Though he was from a Kenyan Asian background, he was admitted to the East African Professional Hunter's Association which was normally only open to white hunters. He was the first Muslim to be recognised in this way. His closest colleague in the hunting business was another Asian, Ikram Hassan, whose business was African Hunting Safaris, and they hunted elephant together in the coastal regions of Kenya.

He was a large, powerful man, weighing 250 lb and standing over 6 ft in his prime. He had a distinctive moustache and a warm, extrovert manner which made him popular with clients and the other hunters. He liked joking and jazz, racehorses and rifles, fast cars and food, women and whisky - his favourite was Johnny Walker Black Label. Besides hunting, he was also an enthusiastic cricket player and rally driver. He took part in the Safari Rally four times. In 1961, he and Lee M. Talbot placed fourth, driving a Humber Super Snipe over 3,000 mi. He also took part in the 1956 production of the movie Bhowani Junction on location in Lahore.

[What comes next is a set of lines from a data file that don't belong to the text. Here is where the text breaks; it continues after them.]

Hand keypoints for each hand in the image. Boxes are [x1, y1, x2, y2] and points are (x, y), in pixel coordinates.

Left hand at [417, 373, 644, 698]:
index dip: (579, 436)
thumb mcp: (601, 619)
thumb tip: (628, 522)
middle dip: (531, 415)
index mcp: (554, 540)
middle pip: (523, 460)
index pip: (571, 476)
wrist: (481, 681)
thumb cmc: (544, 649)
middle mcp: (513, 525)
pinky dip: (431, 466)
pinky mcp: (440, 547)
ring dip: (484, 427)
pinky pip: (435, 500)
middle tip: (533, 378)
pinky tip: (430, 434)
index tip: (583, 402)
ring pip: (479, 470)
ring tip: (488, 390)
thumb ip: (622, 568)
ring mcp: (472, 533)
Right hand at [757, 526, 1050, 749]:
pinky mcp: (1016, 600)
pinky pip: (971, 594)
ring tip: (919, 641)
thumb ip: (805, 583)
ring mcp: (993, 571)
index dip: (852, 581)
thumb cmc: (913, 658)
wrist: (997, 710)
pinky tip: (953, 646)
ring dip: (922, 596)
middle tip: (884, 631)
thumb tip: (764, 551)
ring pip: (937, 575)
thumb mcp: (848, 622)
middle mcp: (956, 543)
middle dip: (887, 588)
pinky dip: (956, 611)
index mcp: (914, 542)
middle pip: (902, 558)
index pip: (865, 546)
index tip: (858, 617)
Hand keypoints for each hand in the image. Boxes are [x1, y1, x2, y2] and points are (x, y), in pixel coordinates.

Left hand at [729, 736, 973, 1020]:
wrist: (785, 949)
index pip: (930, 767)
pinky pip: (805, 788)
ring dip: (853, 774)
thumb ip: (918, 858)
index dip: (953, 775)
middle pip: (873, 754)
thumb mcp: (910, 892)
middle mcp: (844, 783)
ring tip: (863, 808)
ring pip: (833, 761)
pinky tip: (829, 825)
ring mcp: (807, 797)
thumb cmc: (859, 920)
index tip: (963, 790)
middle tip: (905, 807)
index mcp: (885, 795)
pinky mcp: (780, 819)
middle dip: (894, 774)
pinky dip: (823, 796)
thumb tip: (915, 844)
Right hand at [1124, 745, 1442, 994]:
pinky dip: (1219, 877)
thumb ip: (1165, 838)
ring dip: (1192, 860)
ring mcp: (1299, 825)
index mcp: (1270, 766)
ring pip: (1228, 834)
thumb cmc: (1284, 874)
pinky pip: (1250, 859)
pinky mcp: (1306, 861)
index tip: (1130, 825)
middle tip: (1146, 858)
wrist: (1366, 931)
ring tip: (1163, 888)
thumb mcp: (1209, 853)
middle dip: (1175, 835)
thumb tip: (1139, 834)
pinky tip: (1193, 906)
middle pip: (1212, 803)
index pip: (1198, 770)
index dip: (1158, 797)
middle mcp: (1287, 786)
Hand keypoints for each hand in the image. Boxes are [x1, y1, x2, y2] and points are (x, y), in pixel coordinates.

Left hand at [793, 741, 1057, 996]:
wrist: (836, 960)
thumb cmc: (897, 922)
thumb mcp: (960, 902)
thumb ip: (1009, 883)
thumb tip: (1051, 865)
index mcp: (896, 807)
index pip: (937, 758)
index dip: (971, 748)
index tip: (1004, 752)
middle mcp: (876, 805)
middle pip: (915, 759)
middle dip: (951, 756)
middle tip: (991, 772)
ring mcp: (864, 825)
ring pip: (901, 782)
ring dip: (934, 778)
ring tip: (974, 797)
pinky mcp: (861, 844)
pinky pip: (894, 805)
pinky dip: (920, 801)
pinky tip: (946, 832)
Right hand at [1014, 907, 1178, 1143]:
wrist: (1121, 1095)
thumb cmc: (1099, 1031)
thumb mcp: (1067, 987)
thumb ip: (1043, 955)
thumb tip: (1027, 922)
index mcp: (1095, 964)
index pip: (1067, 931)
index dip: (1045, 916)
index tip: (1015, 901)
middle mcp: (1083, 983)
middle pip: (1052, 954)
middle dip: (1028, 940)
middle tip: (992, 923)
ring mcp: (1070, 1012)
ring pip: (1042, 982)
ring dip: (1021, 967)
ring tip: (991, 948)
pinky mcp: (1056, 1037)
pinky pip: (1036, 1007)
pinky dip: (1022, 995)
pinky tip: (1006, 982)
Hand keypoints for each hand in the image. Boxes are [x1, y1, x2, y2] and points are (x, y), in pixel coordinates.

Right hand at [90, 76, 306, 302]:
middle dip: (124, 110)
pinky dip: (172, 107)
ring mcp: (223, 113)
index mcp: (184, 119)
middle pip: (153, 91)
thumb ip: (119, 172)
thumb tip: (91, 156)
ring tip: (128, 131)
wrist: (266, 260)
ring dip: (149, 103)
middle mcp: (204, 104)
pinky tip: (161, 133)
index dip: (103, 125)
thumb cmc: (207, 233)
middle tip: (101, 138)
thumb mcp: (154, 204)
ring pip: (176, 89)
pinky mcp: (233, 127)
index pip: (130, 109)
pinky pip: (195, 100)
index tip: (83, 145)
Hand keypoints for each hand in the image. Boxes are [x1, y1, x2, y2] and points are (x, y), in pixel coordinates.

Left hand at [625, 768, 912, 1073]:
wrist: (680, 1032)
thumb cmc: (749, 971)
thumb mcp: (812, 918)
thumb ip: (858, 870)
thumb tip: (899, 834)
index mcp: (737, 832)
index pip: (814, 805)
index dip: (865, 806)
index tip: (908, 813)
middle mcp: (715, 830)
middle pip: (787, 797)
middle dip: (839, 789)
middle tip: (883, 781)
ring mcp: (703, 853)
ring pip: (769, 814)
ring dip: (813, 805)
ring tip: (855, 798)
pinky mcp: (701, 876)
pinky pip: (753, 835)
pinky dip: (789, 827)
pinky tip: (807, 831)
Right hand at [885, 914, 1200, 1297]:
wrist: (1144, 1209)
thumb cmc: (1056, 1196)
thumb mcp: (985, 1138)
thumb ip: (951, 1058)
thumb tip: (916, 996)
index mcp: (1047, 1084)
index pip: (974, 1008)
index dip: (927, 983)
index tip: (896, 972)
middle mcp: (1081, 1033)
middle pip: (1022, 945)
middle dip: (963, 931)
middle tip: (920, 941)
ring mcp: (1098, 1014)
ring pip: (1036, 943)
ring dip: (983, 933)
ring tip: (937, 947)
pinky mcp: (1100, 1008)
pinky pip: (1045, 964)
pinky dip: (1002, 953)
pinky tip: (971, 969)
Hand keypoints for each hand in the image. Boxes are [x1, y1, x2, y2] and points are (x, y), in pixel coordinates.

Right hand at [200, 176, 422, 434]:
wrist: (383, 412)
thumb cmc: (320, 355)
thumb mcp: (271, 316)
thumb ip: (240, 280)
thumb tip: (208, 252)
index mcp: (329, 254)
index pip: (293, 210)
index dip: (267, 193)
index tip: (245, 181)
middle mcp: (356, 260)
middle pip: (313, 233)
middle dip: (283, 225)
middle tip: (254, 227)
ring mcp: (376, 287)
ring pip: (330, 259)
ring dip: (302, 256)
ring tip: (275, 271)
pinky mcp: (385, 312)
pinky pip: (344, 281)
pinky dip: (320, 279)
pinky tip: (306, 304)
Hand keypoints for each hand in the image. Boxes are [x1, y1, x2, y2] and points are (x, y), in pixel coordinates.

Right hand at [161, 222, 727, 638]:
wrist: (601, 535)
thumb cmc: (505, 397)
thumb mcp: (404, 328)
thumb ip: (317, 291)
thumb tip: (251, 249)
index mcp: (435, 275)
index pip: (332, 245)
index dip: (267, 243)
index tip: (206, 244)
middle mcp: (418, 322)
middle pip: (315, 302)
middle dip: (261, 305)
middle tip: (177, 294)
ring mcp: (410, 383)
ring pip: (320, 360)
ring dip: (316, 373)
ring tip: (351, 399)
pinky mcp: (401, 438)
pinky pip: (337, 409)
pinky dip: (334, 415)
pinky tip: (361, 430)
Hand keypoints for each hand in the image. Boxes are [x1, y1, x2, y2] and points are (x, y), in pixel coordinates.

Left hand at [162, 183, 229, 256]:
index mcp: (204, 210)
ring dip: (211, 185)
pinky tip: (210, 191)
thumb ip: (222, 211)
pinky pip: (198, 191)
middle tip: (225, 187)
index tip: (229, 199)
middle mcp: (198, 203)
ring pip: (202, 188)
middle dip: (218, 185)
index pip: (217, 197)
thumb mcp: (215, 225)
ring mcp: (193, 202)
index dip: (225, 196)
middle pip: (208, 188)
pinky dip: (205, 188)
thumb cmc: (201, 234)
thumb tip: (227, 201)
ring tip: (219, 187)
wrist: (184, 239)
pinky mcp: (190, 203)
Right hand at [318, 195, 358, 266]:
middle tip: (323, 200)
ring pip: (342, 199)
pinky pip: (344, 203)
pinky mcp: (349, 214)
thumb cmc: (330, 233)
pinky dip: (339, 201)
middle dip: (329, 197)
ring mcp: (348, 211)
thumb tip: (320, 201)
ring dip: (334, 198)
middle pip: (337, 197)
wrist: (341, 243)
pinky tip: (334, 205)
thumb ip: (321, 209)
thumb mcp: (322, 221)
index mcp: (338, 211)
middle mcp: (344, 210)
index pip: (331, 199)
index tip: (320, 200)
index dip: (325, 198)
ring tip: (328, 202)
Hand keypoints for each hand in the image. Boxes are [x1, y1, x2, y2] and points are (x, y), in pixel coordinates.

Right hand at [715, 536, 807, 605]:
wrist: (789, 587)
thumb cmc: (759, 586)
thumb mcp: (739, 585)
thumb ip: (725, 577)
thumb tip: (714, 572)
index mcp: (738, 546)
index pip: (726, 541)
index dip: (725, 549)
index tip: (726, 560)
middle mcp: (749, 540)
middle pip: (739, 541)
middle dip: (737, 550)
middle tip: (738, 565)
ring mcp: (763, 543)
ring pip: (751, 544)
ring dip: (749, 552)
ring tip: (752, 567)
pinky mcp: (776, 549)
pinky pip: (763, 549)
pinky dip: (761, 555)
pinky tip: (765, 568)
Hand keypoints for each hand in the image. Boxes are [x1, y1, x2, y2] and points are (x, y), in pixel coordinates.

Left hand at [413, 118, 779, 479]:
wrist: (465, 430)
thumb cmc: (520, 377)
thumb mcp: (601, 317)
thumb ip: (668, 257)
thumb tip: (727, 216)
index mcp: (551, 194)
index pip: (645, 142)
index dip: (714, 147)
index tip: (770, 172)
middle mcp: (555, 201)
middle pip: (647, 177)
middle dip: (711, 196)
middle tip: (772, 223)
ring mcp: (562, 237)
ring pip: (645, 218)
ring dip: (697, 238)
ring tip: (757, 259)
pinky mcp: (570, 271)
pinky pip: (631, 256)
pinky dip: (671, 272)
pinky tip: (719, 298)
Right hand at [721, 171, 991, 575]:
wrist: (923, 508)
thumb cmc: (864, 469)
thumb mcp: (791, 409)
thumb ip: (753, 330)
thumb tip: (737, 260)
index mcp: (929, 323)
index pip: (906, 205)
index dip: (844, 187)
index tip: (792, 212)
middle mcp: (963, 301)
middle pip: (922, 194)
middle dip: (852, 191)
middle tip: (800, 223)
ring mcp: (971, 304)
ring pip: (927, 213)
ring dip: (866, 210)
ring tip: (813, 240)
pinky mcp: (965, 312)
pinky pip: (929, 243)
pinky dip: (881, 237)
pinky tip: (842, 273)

He was awarded the prestigious Shaw & Hunter prize for leading a client, Donald Harris, to the finest trophy of the year on 4 October 1966. This was an Oribi antelope whose horns measured 7 in, beating the previous world record of 6+1/4 in. The small size of the antelope was incongruous because Bali was himself known for his prowess in hunting elephants with enormous ivory tusks of up to 152 lb.

Hunting was dangerous as he was once mauled by a leopard and finally gored by a buffalo in Kibwezi. The buffalo inflicted injuries which ruptured his liver and, despite treatment and recuperation, complications subsequently led to his death in 1970.